Frankfurter Allgemeine Zeitung, Birlik ile Türkiye arasındaki süreç, daha da uzatılacak olursa, ödenecek bedelin de fazlalaşacağı ve günün birinde kesip atmak gerektiğinde, çok daha ciddi bir bunalım doğacağı yorumunu yapıyor. İngiliz Financial Times gazetesinin bugün yayımladığı Kıbrıs özel ekinden de bazı başlıklar, şöyle:
"AB üyeliği için büyük baskı... Kıbrıslı Rumlar genelde bu girişimleri memnunlukla karşılıyor ama Türk politikacılar farklı düşünüyor... Kuzey Kıbrıs: Ekonomik sorunlar arasında, Ankara'nın niyetleri hala esrarını koruyor. BM, Türkiye'de gelecek ayki seçimlerden sonra daha büyük bir açıklık sağlanmasını bekliyor... Ada'daki Yeşil Hat'ta pek az şey değişti. Ada yeniden birleşse bile, BM barışgücü hemen ortadan çekilemez... Kıbrıs'ta gelecek Şubat'ta yapılacak Cumhurbaşkanlığı seçimi için beklenmedik ittifaklar. Ama BM gözetimindeki barış görüşmelerinin sonucuna göre seçim ertelenebilir. Adanın en popüler siyasetçisi olan Demetris Hristofias Cumhurbaşkanlığı seçimine katılmama kararı aldı..."

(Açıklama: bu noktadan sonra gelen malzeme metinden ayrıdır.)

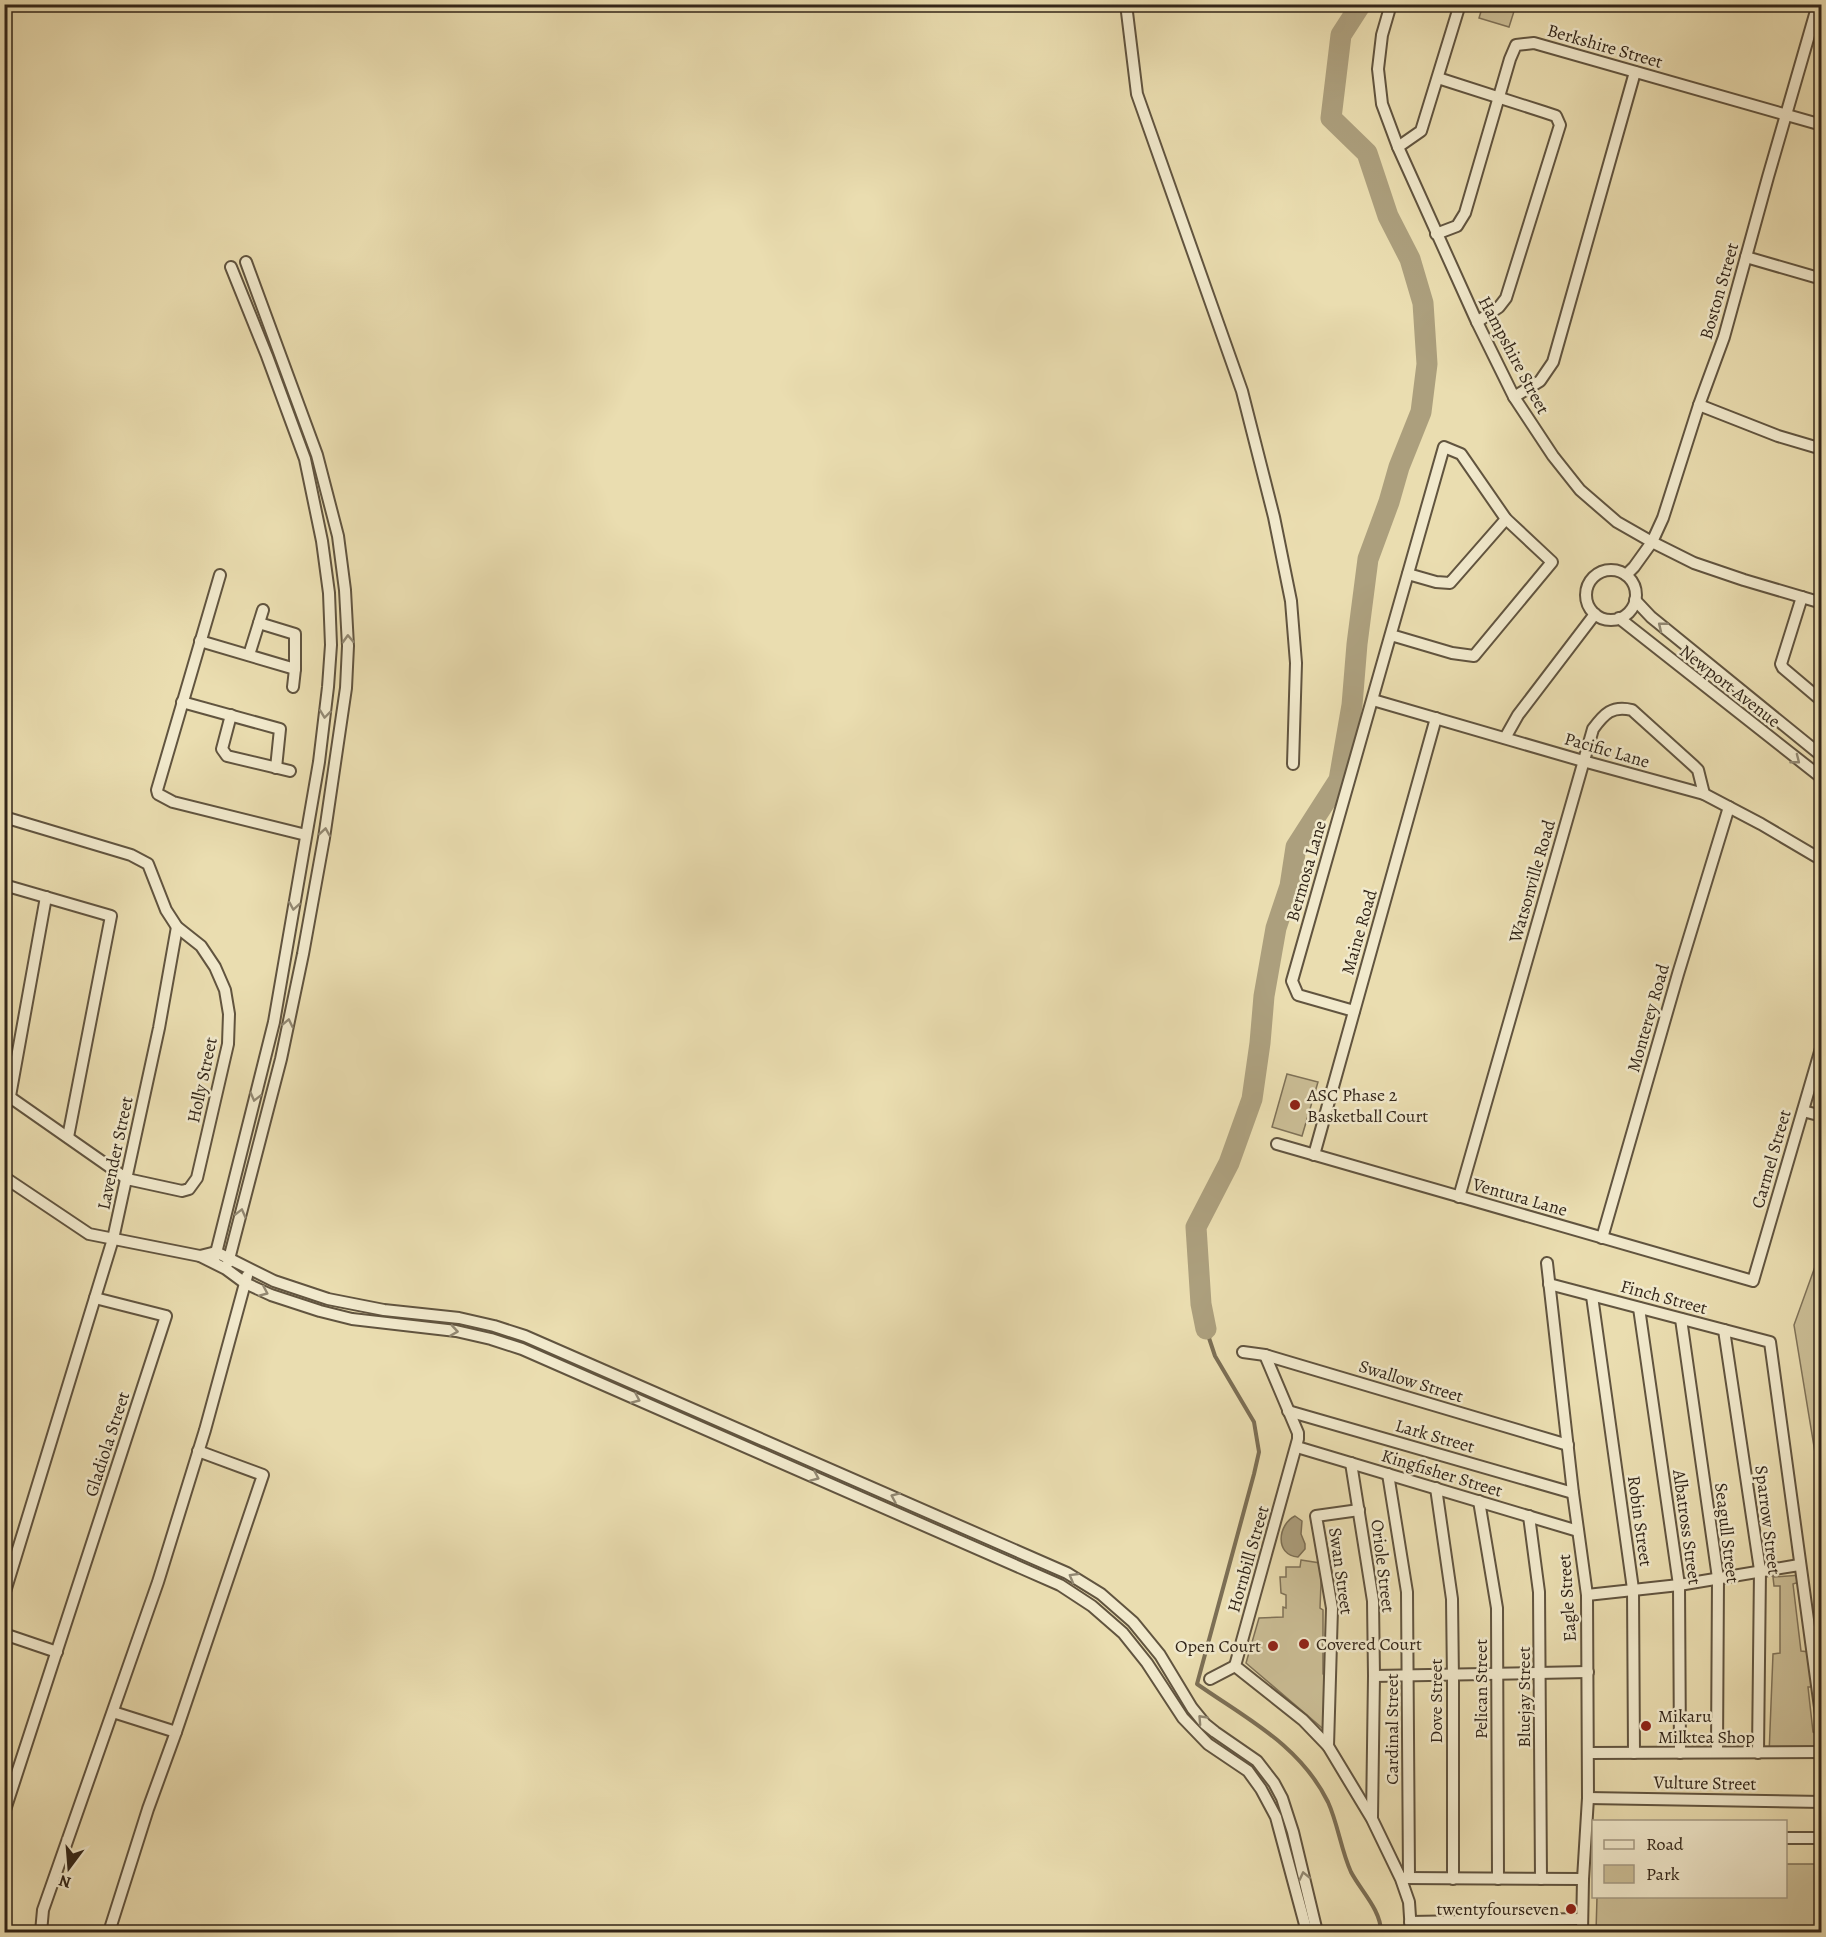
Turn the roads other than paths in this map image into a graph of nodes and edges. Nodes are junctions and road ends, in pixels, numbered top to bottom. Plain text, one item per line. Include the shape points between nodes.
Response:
1 (1126, 4) edge
2 (1390, 4) edge
3 (1460, 4) edge
4 (1818, 4) edge
5 (1635, 72) junction
6 (1438, 78) junction
7 (1499, 97) junction
8 (1786, 115) junction
9 (1821, 125) edge
10 (1398, 147) junction
11 (1436, 234) junction
12 (1746, 258) junction
13 (246, 262) dead end
14 (231, 267) dead end
15 (1821, 279) edge
16 (1476, 322) junction
17 (1514, 398) junction
18 (1699, 405) junction
19 (1821, 448) edge
20 (1506, 519) junction
21 (1652, 542) junction
22 (1408, 574) junction
23 (220, 575) dead end
24 (1626, 575) junction
25 (345, 590) junction
26 (329, 593) junction
27 (1802, 597) junction
28 (1635, 600) junction
29 (1821, 603) edge
30 (263, 610) dead end
31 (1594, 614) junction
32 (1619, 618) junction
33 (259, 623) junction
34 (1391, 635) junction
35 (200, 641) junction
36 (249, 655) junction
37 (296, 669) junction
38 (293, 687) dead end
39 (1373, 700) junction
40 (1821, 701) edge
41 (182, 702) junction
42 (231, 715) junction
43 (1436, 718) junction
44 (1505, 738) junction
45 (1821, 756) edge
46 (1583, 761) junction
47 (1293, 764) dead end
48 (276, 768) junction
49 (290, 771) dead end
50 (1821, 778) edge
51 (1704, 794) junction
52 (1729, 807) junction
53 (4, 817) edge
54 (306, 835) junction
55 (1821, 860) edge
56 (4, 885) edge
57 (46, 897) junction
58 (177, 927) junction
59 (1354, 1011) junction
60 (1821, 1048) edge
61 (7, 1094) edge
62 (1803, 1112) junction
63 (1821, 1116) edge
64 (68, 1137) junction
65 (1277, 1144) dead end
66 (1314, 1155) junction
67 (4, 1178) edge
68 (127, 1179) junction
69 (1459, 1197) junction
70 (1602, 1238) junction
71 (113, 1239) junction
72 (215, 1258) junction
73 (229, 1258) junction
74 (1547, 1263) dead end
75 (226, 1269) junction
76 (249, 1270) junction
77 (1753, 1281) joint
78 (245, 1283) junction
79 (1549, 1284) junction
80 (1592, 1296) junction
81 (95, 1298) junction
82 (1639, 1308) junction
83 (1681, 1319) junction
84 (1724, 1330) junction
85 (1243, 1352) dead end
86 (1265, 1355) junction
87 (1288, 1411) junction
88 (1568, 1445) junction
89 (1297, 1447) junction
90 (198, 1451) junction
91 (1350, 1463) junction
92 (1388, 1474) junction
93 (1436, 1488) junction
94 (1573, 1493) junction
95 (1479, 1501) junction
96 (1359, 1510) junction
97 (1529, 1516) junction
98 (1578, 1531) junction
99 (1799, 1565) junction
100 (1760, 1570) junction
101 (1718, 1578) junction
102 (1679, 1586) junction
103 (1633, 1589) junction
104 (4, 1594) edge
105 (1587, 1595) junction
106 (4, 1634) edge
107 (57, 1652) junction
108 (1234, 1666) junction
109 (1588, 1672) junction
110 (1541, 1673) junction
111 (1453, 1674) junction
112 (1498, 1674) junction
113 (1374, 1676) junction
114 (1409, 1676) junction
115 (1210, 1678) dead end
116 (113, 1712) junction
117 (1821, 1722) edge
118 (176, 1732) junction
119 (1328, 1746) junction
120 (1717, 1752) junction
121 (1821, 1752) edge
122 (1588, 1753) junction
123 (1634, 1753) junction
124 (1680, 1753) junction
125 (1758, 1753) junction
126 (1588, 1798) junction
127 (1821, 1802) edge
128 (4, 1813) edge
129 (1372, 1818) junction
130 (1590, 1837) edge
131 (1787, 1838) edge
132 (1821, 1838) edge
133 (1405, 1878) junction
134 (1453, 1879) junction
135 (1498, 1879) junction
136 (1541, 1879) junction
137 (1583, 1879) junction
138 (1582, 1919) junction
139 (1411, 1927) edge
140 (42, 1932) edge
141 (109, 1932) edge
142 (1307, 1932) edge
143 (1317, 1932) edge
144 (1582, 1932) edge

1 - 47 street via 1137,94 1242,391 1274,517 1291,601 1296,663
2 - 10 street, Hampshire Street via 1378,69 1382,104
3 - 6 street
4 - 8 street, Boston Street
5 - 7 street, Berkshire Street via 1534,43 1516,45
5 - 8 street, Berkshire Street
5 - 17 street via 1553,362 1540,381
6 - 7 street
6 - 10 street via 1421,130
7 - 11 street, Berkshire Street via 1465,213 1456,226
7 - 16 street via 1556,116 1560,125 1506,297 1499,307
8 - 9 street, Berkshire Street
8 - 12 street, Boston Street
10 - 11 street, Hampshire Street
11 - 16 street, Hampshire Street
12 - 15 street
12 - 18 street, Boston Street via 1724,337
13 - 25 street via 317,455 338,536
14 - 26 street via 304,459
16 - 17 street, Hampshire Street
17 - 21 street, Hampshire Street via 1580,490 1617,522
18 - 19 street
18 - 21 street, Boston Street
20 - 22 street via 1450,583
20 - 22 street via 1461,454 1444,447
20 - 34 street via 1552,562 1474,656
21 - 24 street, Boston Street
21 - 27 street, Hampshire Street via 1694,563
22 - 34 street
23 - 35 street
24 - 28 street via 1634,586
24 - 31 street via 1610,570 1588,583 1586,600
25 - 26 street
73 -> 25 street via 281,1059 324,838 346,688
26 -> 54 street via 328,687
27 - 29 street, Hampshire Street
27 - 40 street via 1781,664
28 - 32 street via 1630,611
45 -> 28 street, Newport Avenue
30 - 33 street
31 - 32 street via 1606,619
31 - 44 street
32 -> 50 street, Newport Avenue
33 - 36 street
33 - 37 street via 295,634
34 - 39 street
35 - 36 street
35 - 41 street
36 - 37 street
37 - 38 street
39 - 43 street, Pacific Lane
39 - 59 street, Bermosa Lane via 1292,981 1298,995
41 - 42 street
41 - 54 street via 158,794 173,802
42 - 48 street via 280,729
42 - 48 street via 222,744 224,753
43 - 44 street, Pacific Lane
43 - 59 street, Maine Road
44 - 46 street, Pacific Lane
46 - 51 street, Pacific Lane
46 - 51 street, Watsonville Road via 1593,729 1603,716 1623,708 1632,710 1698,770
46 - 69 street, Watsonville Road
48 - 49 street
51 - 52 street, Pacific Lane
52 - 55 street, Pacific Lane
52 - 70 street, Monterey Road
53 - 58 street via 140,859 147,864
54 -> 72 street via 274,1022
56 - 57 street
57 - 61 street
57 - 64 street via 111,916
58 - 68 street, Lavender Street
58 - 68 street, Holly Street via 201,946 215,967 225,990 228,1044 194,1184 175,1191
59 - 66 street, Maine Road
60 - 62 street, Carmel Street
61 - 64 street
62 - 63 street
62 - 77 street, Carmel Street
64 - 68 street
65 - 66 street, Ventura Lane
66 - 69 street, Ventura Lane
67 - 71 street via 89,1234
68 - 71 street, Lavender Street
69 - 70 street, Ventura Lane
70 - 77 street, Ventura Lane
71 - 72 street
71 - 81 street, Lavender Street
72 - 73 street
72 - 75 street
73 - 75 street
73 - 76 street
74 - 79 street, Eagle Street
75 - 78 street
76 - 78 street
143 -> 76 street via 1293,1832 1274,1783 1257,1761 1205,1724 1133,1622 1101,1594 1068,1573 525,1336 459,1318 328,1299
78 - 90 street
78 -> 142 street via 271,1295 352,1319 456,1331 522,1349 1060,1585 1123,1633 1148,1663 1183,1718 1208,1744 1248,1771 1262,1789 1276,1817
79 - 80 street, Finch Street
79 - 88 street, Eagle Street
80 - 82 street, Finch Street
80 - 103 street, Robin Street
81 - 104 street, Lavender Street
81 - 107 street, Gladiola Street via 166,1316
82 - 83 street, Finch Street
82 - 102 street, Albatross Street
83 - 84 street, Finch Street
83 - 101 street, Seagull Street
84 - 99 street, Finch Street via 1770,1342
84 - 100 street, Sparrow Street
85 - 86 street, Swallow Street
86 - 87 street, Hornbill Street
86 - 88 street, Swallow Street
87 - 89 street, Hornbill Street via 1298,1433
87 - 94 street, Lark Street
88 - 94 street, Eagle Street
89 - 91 street, Kingfisher Street
89 - 108 street, Hornbill Street
90 - 116 street
90 - 118 street via 263,1475
91 - 92 street, Kingfisher Street
91 - 96 street, Oriole Street
92 - 93 street, Kingfisher Street
92 - 114 street, Cardinal Street via 1407,1592
93 - 95 street, Kingfisher Street
93 - 111 street, Dove Street via 1451,1589
94 - 98 street, Eagle Street
95 - 97 street, Kingfisher Street
95 - 112 street, Pelican Street via 1497,1608
96 - 113 street, Oriole Street via 1373,1600
96 - 119 street, Swan Street via 1316,1516 1332,1608
97 - 98 street, Kingfisher Street
97 - 110 street, Bluejay Street via 1539,1592
98 - 105 street, Eagle Street
99 - 100 street
99 - 117 street
100 - 101 street
100 - 125 street, Sparrow Street
101 - 102 street
101 - 120 street, Seagull Street
102 - 103 street
102 - 124 street, Albatross Street
103 - 105 street
103 - 123 street, Robin Street
105 - 109 street, Eagle Street
106 - 107 street
107 - 128 street, Gladiola Street
108 - 115 street
108 - 119 street via 1303,1720
109 - 110 street
109 - 122 street, Eagle Street
110 - 112 street
110 - 136 street, Bluejay Street
111 - 112 street
111 - 114 street
111 - 134 street, Dove Street
112 - 135 street, Pelican Street
113 - 114 street
113 - 129 street, Oriole Street
114 - 133 street, Cardinal Street
116 - 118 street
116 - 140 street via 44,1910
118 - 141 street
119 - 129 street
120 - 124 street
120 - 125 street
121 - 125 street
122 - 123 street
122 - 126 street, Eagle Street
123 - 124 street
126 - 127 street, Vulture Street
126 - 130 street, Eagle Street
129 - 133 street
130 - 137 street, Eagle Street
131 - 132 street
133 - 134 street
133 - 139 street
134 - 135 street
135 - 136 street
136 - 137 street
137 - 138 street, Eagle Street
138 - 139 street
138 - 144 street, Eagle Street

İngiliz gazetelerinde, Kuzey İrlanda bölgesi yönetimi içinde süregiden bunalım konusu ağılıklı olarak ele alındı. Kuzey İrlanda'daki Birlik yanlılarının, İngiltere hükümetine verdikleri ültimatom, Daiyl Telegraph gazetesine, "Ya Sinn Fein'i atarsınız.. Ya da biz yokuz.." başlığıyla yansıyor. Haberde, Kuzey İrlanda'daki yönetim içinde patlak veren casusluk bunalımı ardından, Birlik yanlılarının, Başbakan Tony Blair'e, Cumhuriyetçi Sinn Fein partisini bölge yönetiminden ihraç etmesi için bir hafta süre tanıdıkları kaydediliyor.

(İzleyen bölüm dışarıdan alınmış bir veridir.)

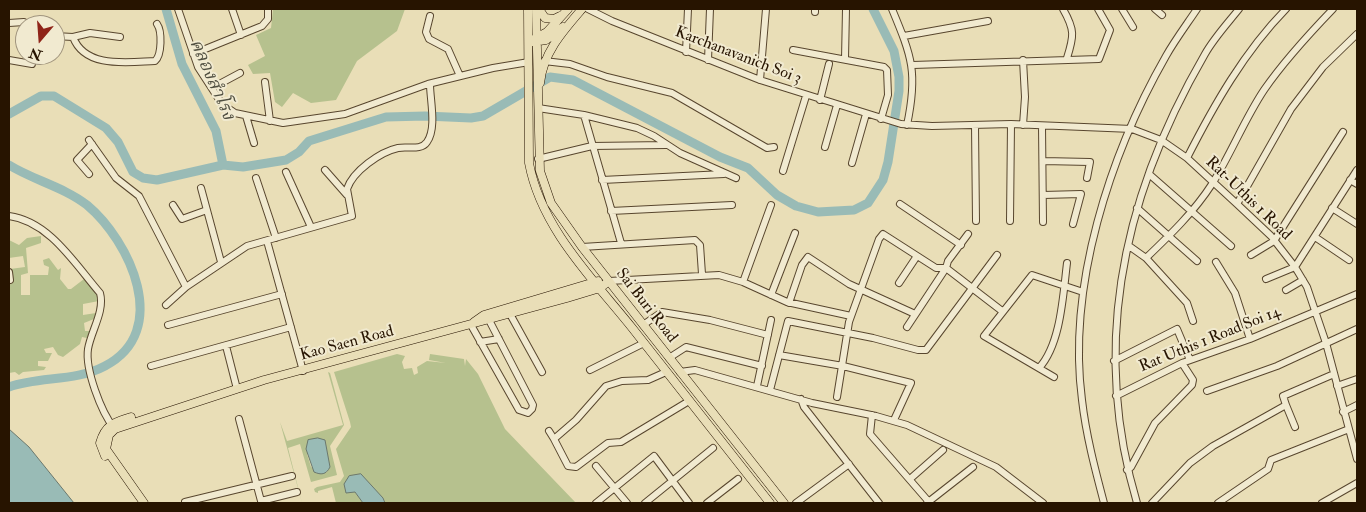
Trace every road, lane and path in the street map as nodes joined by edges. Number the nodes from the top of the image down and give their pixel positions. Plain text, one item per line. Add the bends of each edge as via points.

Aynı haberi Independent, "Trimble'ın Sinn Fein ültimatomu, Kuzey İrlanda'yı uca getirdi" başlığıyla veriyor. Times gazetesiyse, "Kuzey İrlanda mühleti" başlıklı haberinde, Kuzey İrlanda Birlik Partisi lideri David Trimble'ın verdiği, nefes aldırmayacak kadar dar mühlet üzerine, Başbakan Blair'in Kuzey İrlanda barış sürecini kurtarma mücadelesi verdiğini yazıyor.

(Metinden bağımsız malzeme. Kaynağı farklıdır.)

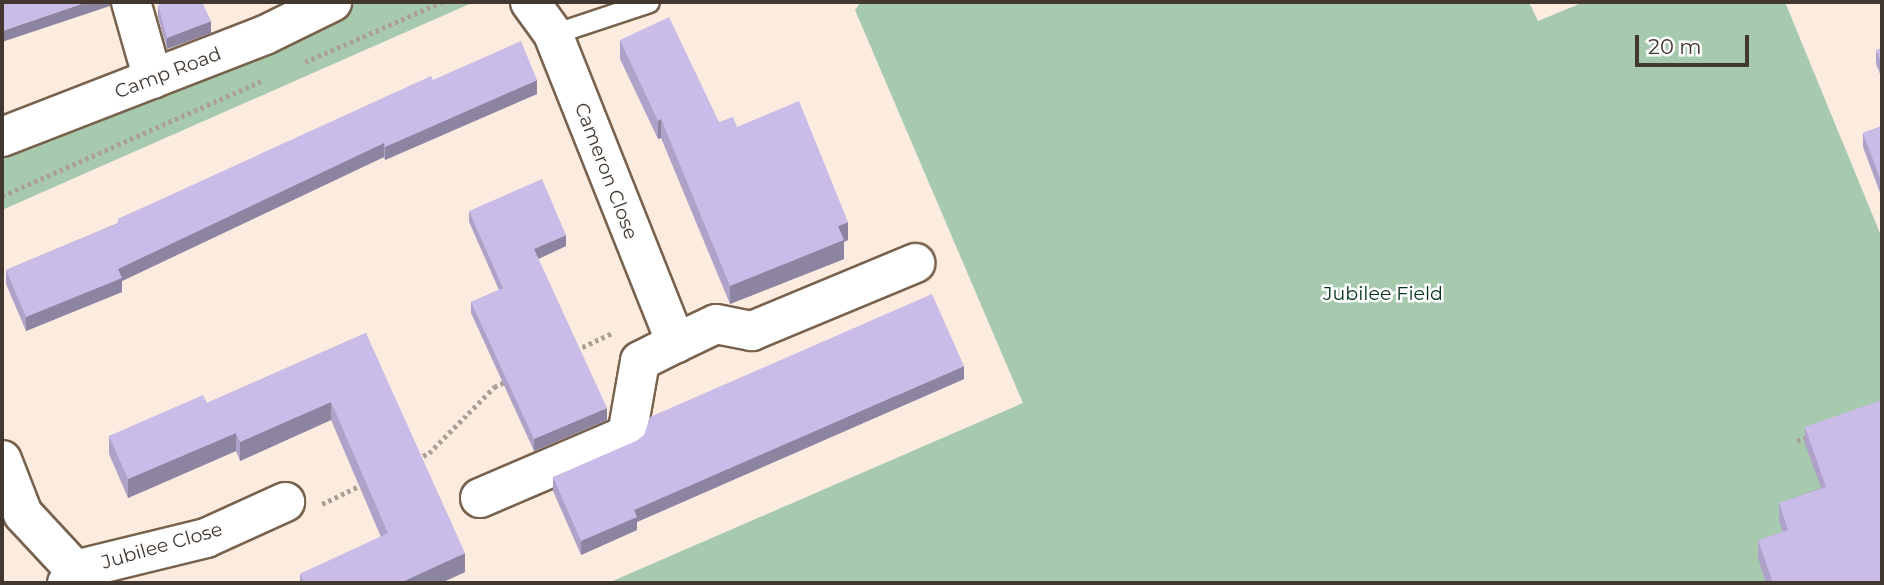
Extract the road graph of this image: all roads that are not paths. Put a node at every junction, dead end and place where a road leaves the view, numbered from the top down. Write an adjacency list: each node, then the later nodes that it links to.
1 (131, 2): 6 (street)
2 (332, 2): 6 (street, Camp Road)
3 (530, 2): 5 (street, Cameron Close)
4 (649, 2): 5 (lane)
5 (553, 34): 9 (street, Cameron Close)
6 (153, 79): 7 (street, Camp Road)
7 (2, 137)
8 (915, 263): 9 (street)
9 (668, 327): 11 (street)
10 (2, 460): 13 (street, Jubilee Close)
11 (480, 498)
12 (285, 502): 13 (street, Jubilee Close)
13 (71, 577)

Financial Times, "Birlikçilerin talebi ardından Kuzey İrlanda bunalımı derinleşiyor" diyor. Guardian ise, "Blair, İRA'ya meydan okuyor" başlıklı haberinde, Londra'nın, gelecek 48 saat içinde, silah konusunda büyük ödünler vermesi, aksi halde, 10 yıldır sürdürülen barış sürecinde, Kuzey İrlanda'nın demokratik kurumlarının üçüncü kez ve gayet tehlikeli biçimde çökeceğini anlaması gerektiği konusunda, İrlanda Cumhuriyetçi Ordusu İRA'ya yoğun bir baskı uygulayacağını kaydediyor.